Infertility is a very common problem, defined as not achieving a pregnancy (after a year worth of trying). About 15% of the population will experience this, and the probability of having it goes up with age.

It is very important that women in particular remember that above the age of 30 the chances of conception go down, and further decrease after 35.  At 40 and beyond the chances become quite low, in general.  Although women of any age can have difficulty conceiving, this age related decline in fertility should prompt any women above the age of 30 to seek help if having trouble getting pregnant.

Infertility includes a multitude of reproductively related issues including problems with the fallopian tubes, ovaries or ovulation, uterus or womb, or other issues that may influence those organs and functions.  It may also include male or sperm issues.  Importantly, it most commonly includes more than just one of those issues.

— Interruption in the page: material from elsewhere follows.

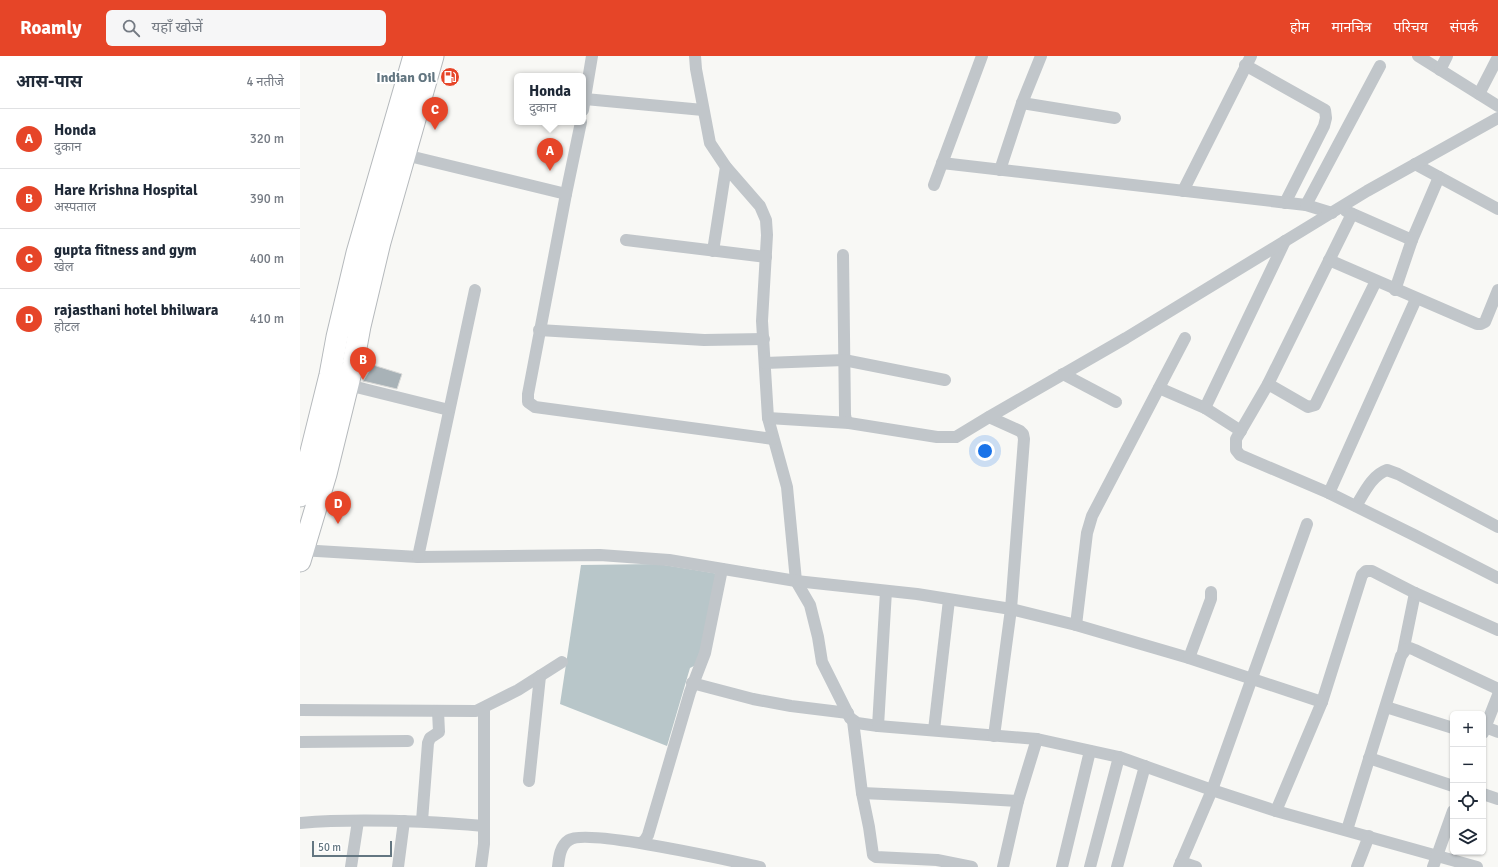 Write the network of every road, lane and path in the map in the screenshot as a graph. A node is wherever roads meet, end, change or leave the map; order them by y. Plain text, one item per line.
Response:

Many other gynecologic issues may complicate fertility and obstetrics including fibroids, endometriosis, polycystic ovary syndrome, uterine anomalies (such as a septum), and others.  Other medical issues may complicate fertility and obstetric issues as well.  Thus, a full evaluation should be undertaken for all health issues prior to starting fertility treatments, and consideration taken for how any health issues
will influence or be influenced by pregnancy.MR_BlogBut_300x80_CLARK

There are a number of tests that can be done to evaluate these issues (blood testing,
anatomic testing, sperm testing).  A specific treatment plan can be put into place based on the problems identified for this particular couple.  This may require the help of a specialist to help monitor your treatment, but some treatments can be handled without this.

Most treatments for fertility carry with them an increased risk of multiple pregnancy (having more than one baby at a time).  Regardless of the treatment considered, fertility issues and treatments should be fully discussed with your care team PRIOR to actually getting treatments.

Finally, most women pursuing help will achieve a pregnancy.

This blog post is intended for informational purposes only. If you have medical concerns, consult a physician or other healthcare professional.